508 unsigned getMaxAlignment() const;
509
510 /// setInvalidDecl - Indicates the Decl had a semantic error. This
511 /// allows for graceful error recovery.
512 void setInvalidDecl(bool Invalid = true);
513 bool isInvalidDecl() const { return (bool) InvalidDecl; }
514
515 /// isImplicit - Indicates whether the declaration was implicitly
516 /// generated by the implementation. If false, this declaration
517 /// was written explicitly in the source code.
518 bool isImplicit() const { return Implicit; }
519 void setImplicit(bool I = true) { Implicit = I; }
520
521 /// \brief Whether *any* (re-)declaration of the entity was used, meaning that
522 /// a definition is required.
523 ///
524 /// \param CheckUsedAttr When true, also consider the "used" attribute
525 /// (in addition to the "used" bit set by \c setUsed()) when determining
526 /// whether the function is used.
527 bool isUsed(bool CheckUsedAttr = true) const;
528
529 /// \brief Set whether the declaration is used, in the sense of odr-use.
530 ///
531 /// This should only be used immediately after creating a declaration.

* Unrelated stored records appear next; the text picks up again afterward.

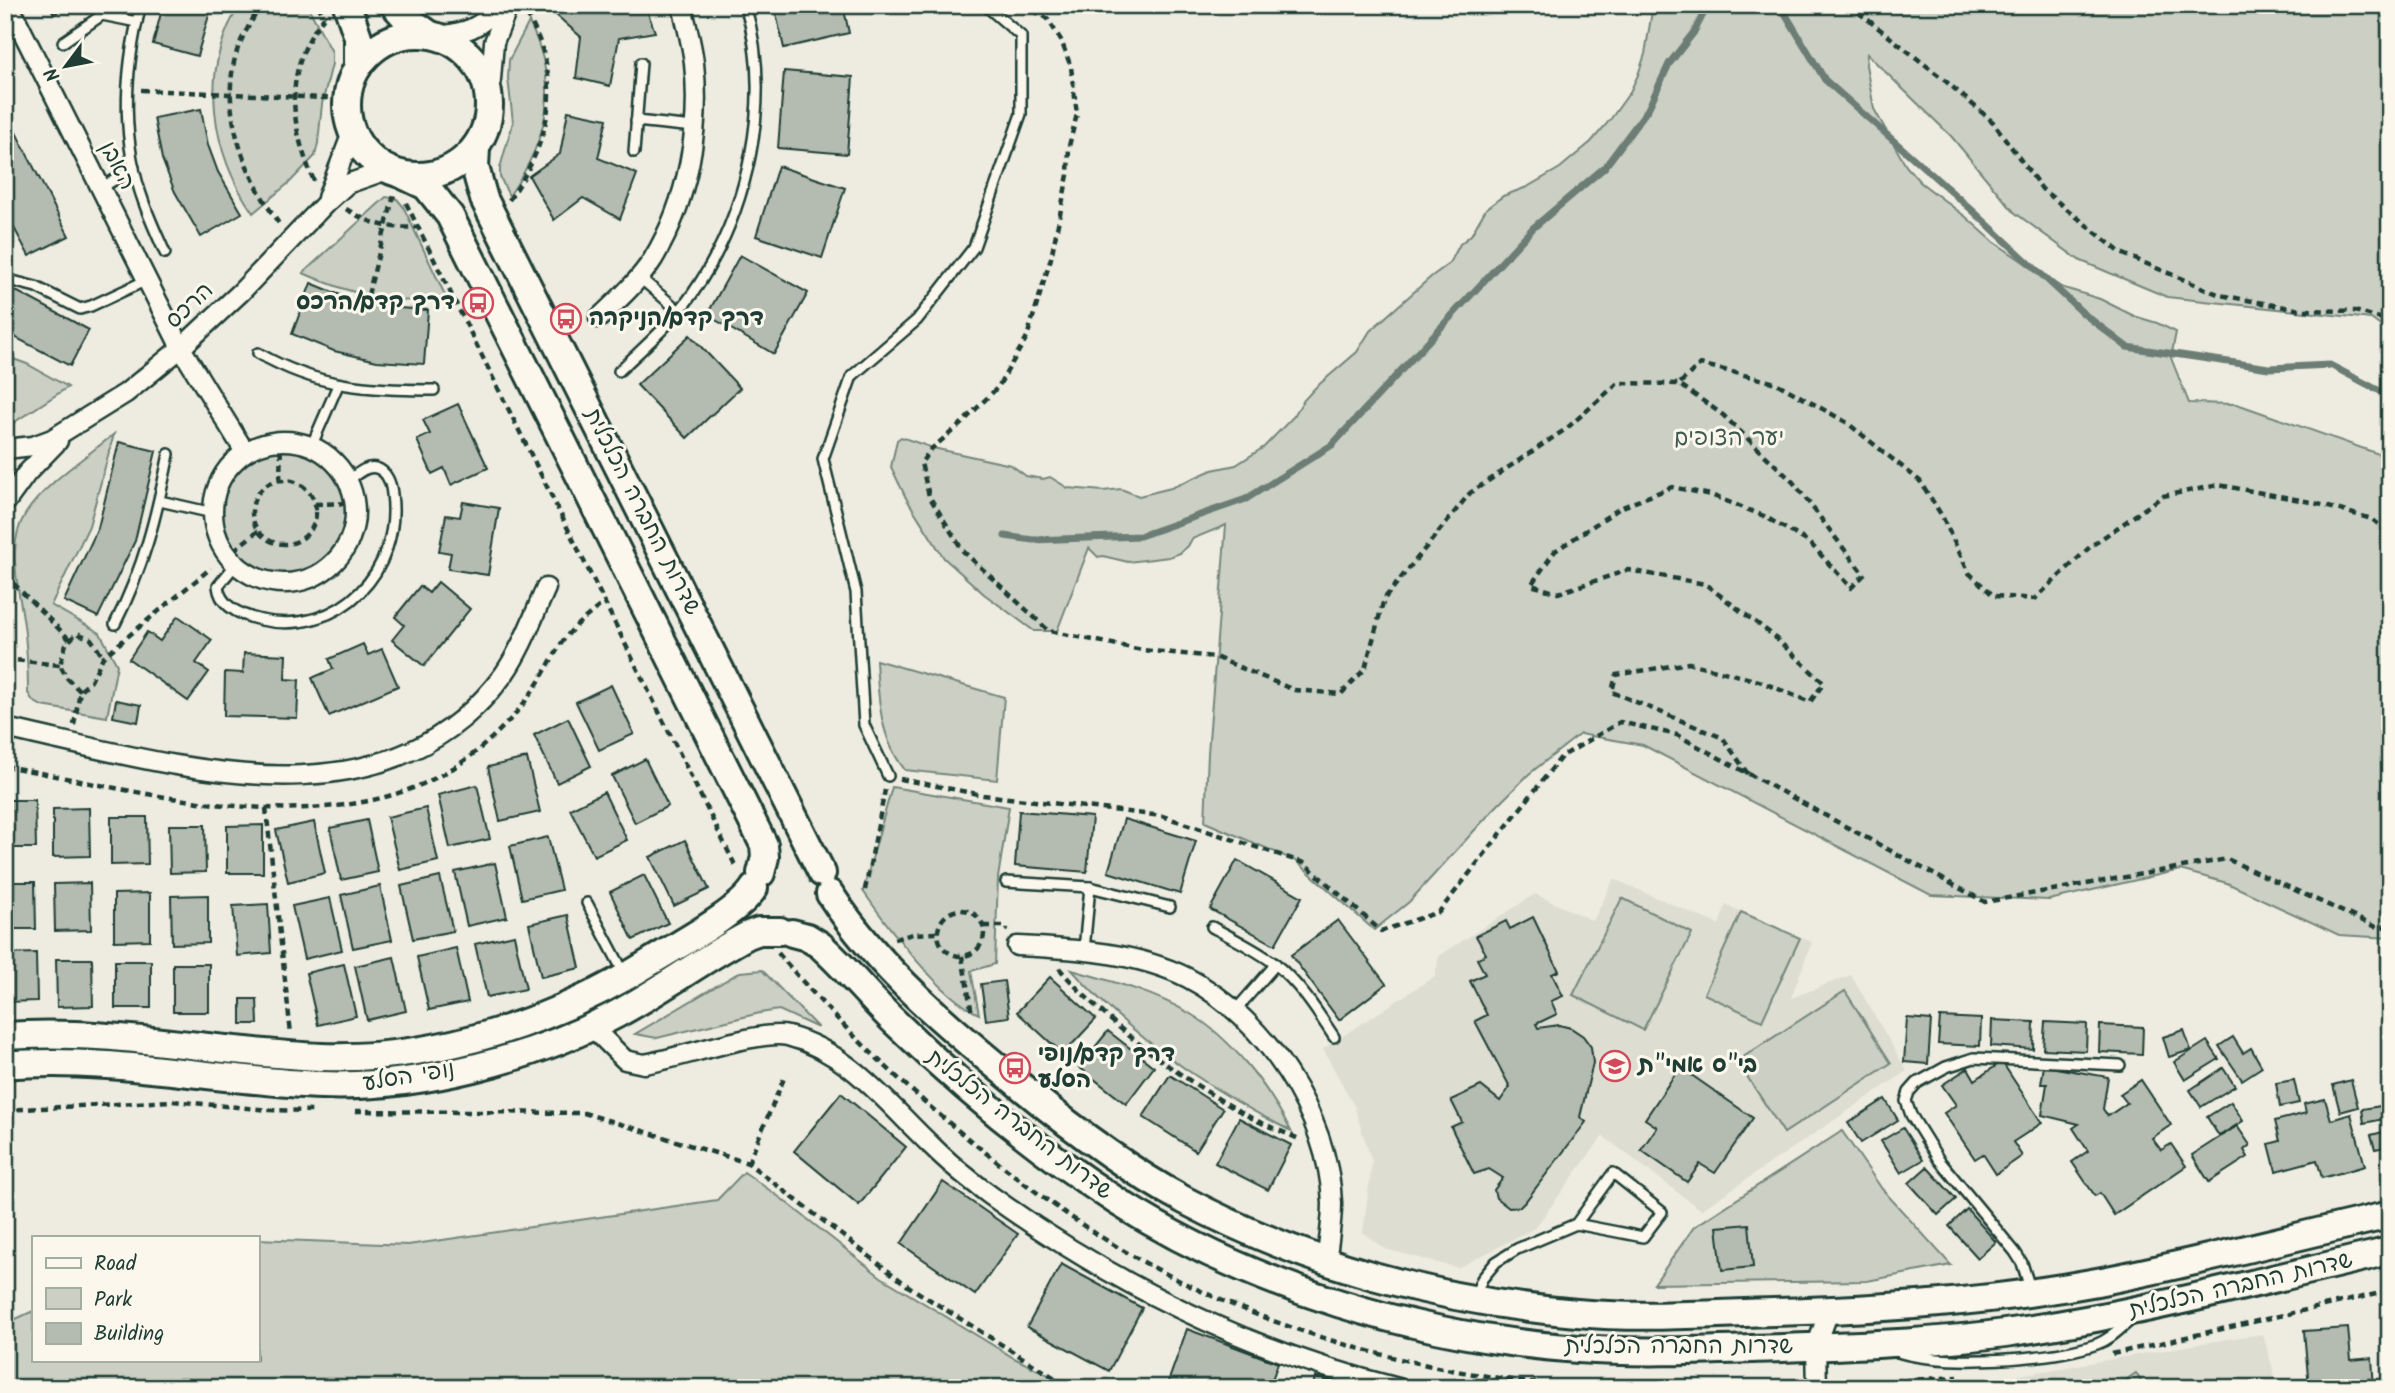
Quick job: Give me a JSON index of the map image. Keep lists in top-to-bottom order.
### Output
{
  "streets": {
    "main road": ["שדרות החברה הכלכלית", "נופי הסלע"],
    "street": ["האבן", "הרכס"]
  },
  "crossings": [
    ["האבן", "הרכס"],
    ["הרכס", "שדרות החברה הכלכלית"],
    ["שדרות החברה הכלכלית", "נופי הסלע"]
  ],
  "parks": ["יער הצופים"],
  "places": {
    "bus stop": ["דרך קדם/הרכס", "דרך קדם/הניקרה", "דרך קדם/נופי הסלע"],
    "school or university": ["בי\"ס אמי\"ת"]
  },
  "legend": ["Road", "Park", "Building"],
  "north": "bottom left"
}
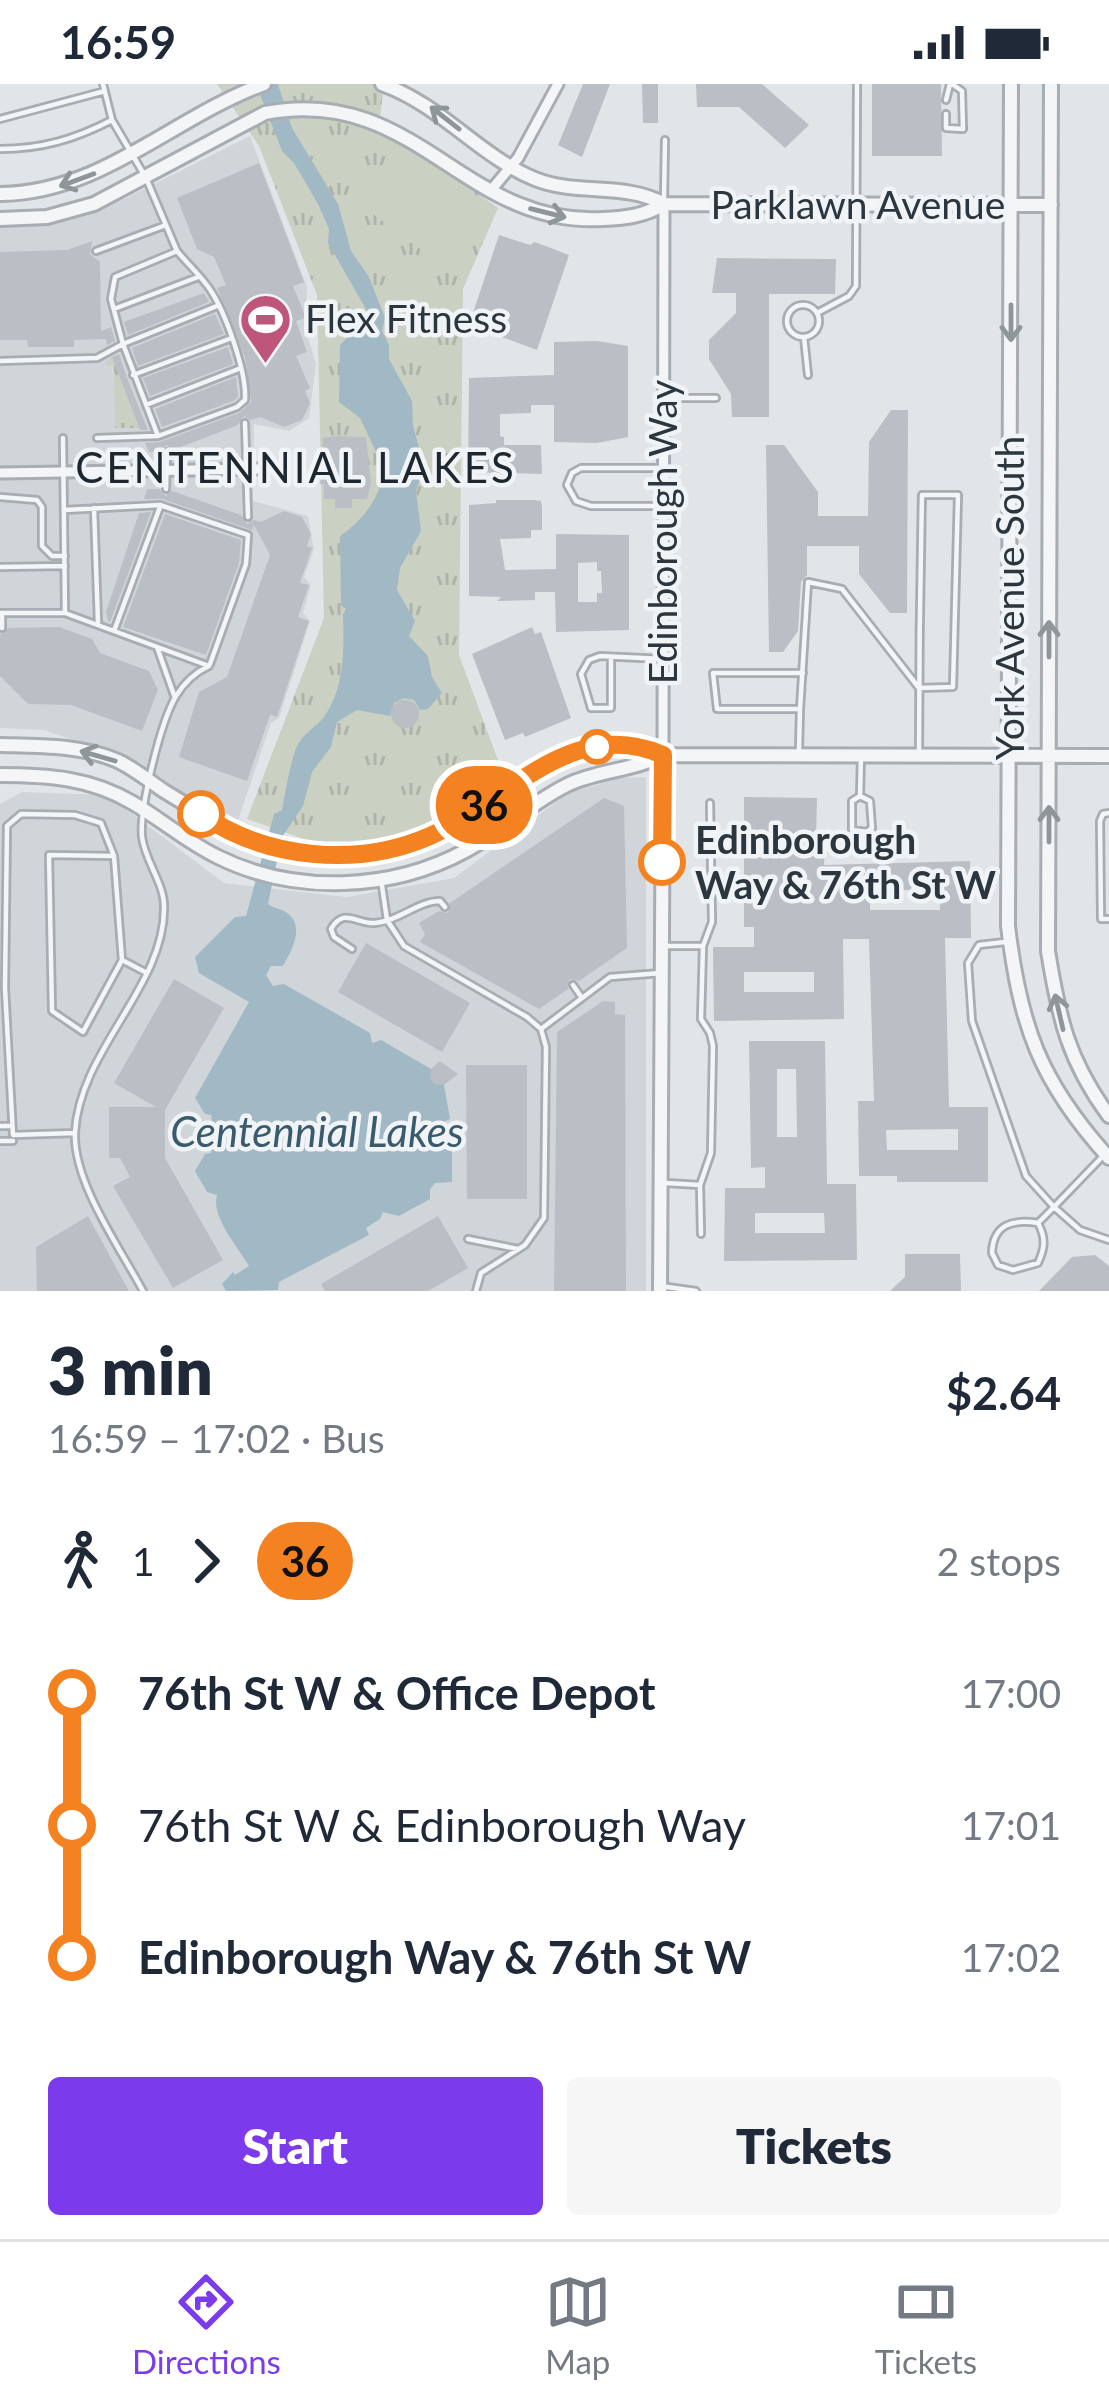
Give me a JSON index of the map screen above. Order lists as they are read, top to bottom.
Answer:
{
  "streets": {
    "street": ["Parklawn Avenue", "Edinborough Way", "York Avenue South"]
  },
  "crossings": [
    ["Parklawn Avenue", "Edinborough Way"],
    ["Parklawn Avenue", "York Avenue South"]
  ],
  "districts": ["CENTENNIAL LAKES"],
  "water": ["Centennial Lakes"],
  "places": {
    "sports": ["Flex Fitness"],
    "other": ["Edinborough Way & 76th St W"]
  },
  "lines": ["bus line 36"],
  "page": {
    "status": "16:59",
    "on_map": "36",
    "heading": ["3 min", "16:59 – 17:02 · Bus", "$2.64"],
    "legs": ["1", "36", "2 stops"],
    "list": [
      {
        "name": "76th St W & Office Depot",
        "value": "17:00"
      },
      {
        "name": "76th St W & Edinborough Way",
        "value": "17:01"
      },
      {
        "name": "Edinborough Way & 76th St W",
        "value": "17:02"
      }
    ],
    "buttons": ["Start", "Tickets"],
    "tabs": ["Directions", "Map", "Tickets"]
  }
}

532 /// It intentionally doesn't notify any listeners.
533 void setIsUsed() { getCanonicalDecl()->Used = true; }
534
535 /// \brief Mark the declaration used, in the sense of odr-use.
536 ///
537 /// This notifies any mutation listeners in addition to setting a bit
538 /// indicating the declaration is used.
539 void markUsed(ASTContext &C);
540
541 /// \brief Whether any declaration of this entity was referenced.
542 bool isReferenced() const;
543
544 /// \brief Whether this declaration was referenced. This should not be relied
545 /// upon for anything other than debugging.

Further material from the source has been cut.